> Task objective
Reproduce, without alteration, every line of the data; exclude the images.

> Data extract

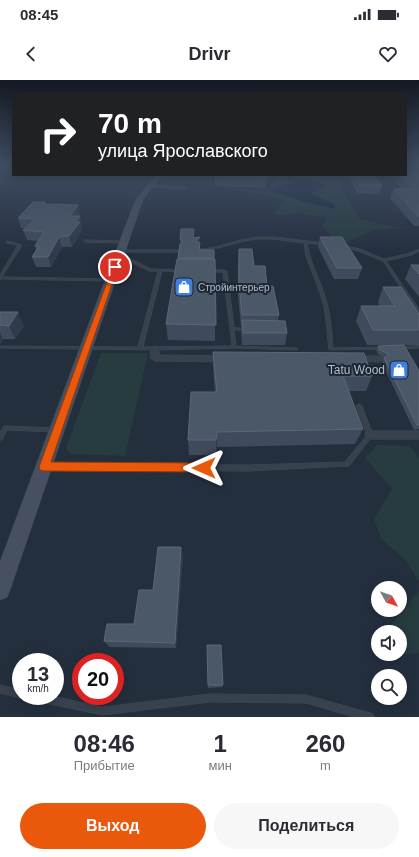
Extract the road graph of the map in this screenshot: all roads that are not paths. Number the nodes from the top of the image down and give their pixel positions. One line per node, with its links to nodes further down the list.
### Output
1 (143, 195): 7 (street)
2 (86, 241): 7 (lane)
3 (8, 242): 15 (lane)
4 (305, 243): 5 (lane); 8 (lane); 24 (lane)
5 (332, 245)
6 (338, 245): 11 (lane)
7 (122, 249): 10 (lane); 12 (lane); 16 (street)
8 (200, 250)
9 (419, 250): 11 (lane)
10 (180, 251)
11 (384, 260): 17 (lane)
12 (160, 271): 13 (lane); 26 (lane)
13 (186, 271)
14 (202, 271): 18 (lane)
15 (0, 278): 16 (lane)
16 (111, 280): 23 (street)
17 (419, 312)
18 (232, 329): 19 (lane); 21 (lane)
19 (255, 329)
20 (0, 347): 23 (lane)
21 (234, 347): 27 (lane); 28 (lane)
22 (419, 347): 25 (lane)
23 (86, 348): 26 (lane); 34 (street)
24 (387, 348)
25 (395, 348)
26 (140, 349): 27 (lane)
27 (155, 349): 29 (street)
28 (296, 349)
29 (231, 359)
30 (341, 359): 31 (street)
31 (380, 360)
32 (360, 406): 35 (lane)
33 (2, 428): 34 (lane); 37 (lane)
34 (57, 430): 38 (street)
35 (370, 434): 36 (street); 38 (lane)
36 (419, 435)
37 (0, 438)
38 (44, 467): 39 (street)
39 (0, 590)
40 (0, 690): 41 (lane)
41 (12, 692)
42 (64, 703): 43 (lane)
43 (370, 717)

> Exercise answer
Extract the road graph of the map in this screenshot: all roads that are not paths. Number the nodes from the top of the image down and give their pixel positions. One line per node, with its links to nodes further down the list.
### Output
1 (143, 195): 7 (street)
2 (86, 241): 7 (lane)
3 (8, 242): 15 (lane)
4 (305, 243): 5 (lane); 8 (lane); 24 (lane)
5 (332, 245)
6 (338, 245): 11 (lane)
7 (122, 249): 10 (lane); 12 (lane); 16 (street)
8 (200, 250)
9 (419, 250): 11 (lane)
10 (180, 251)
11 (384, 260): 17 (lane)
12 (160, 271): 13 (lane); 26 (lane)
13 (186, 271)
14 (202, 271): 18 (lane)
15 (0, 278): 16 (lane)
16 (111, 280): 23 (street)
17 (419, 312)
18 (232, 329): 19 (lane); 21 (lane)
19 (255, 329)
20 (0, 347): 23 (lane)
21 (234, 347): 27 (lane); 28 (lane)
22 (419, 347): 25 (lane)
23 (86, 348): 26 (lane); 34 (street)
24 (387, 348)
25 (395, 348)
26 (140, 349): 27 (lane)
27 (155, 349): 29 (street)
28 (296, 349)
29 (231, 359)
30 (341, 359): 31 (street)
31 (380, 360)
32 (360, 406): 35 (lane)
33 (2, 428): 34 (lane); 37 (lane)
34 (57, 430): 38 (street)
35 (370, 434): 36 (street); 38 (lane)
36 (419, 435)
37 (0, 438)
38 (44, 467): 39 (street)
39 (0, 590)
40 (0, 690): 41 (lane)
41 (12, 692)
42 (64, 703): 43 (lane)
43 (370, 717)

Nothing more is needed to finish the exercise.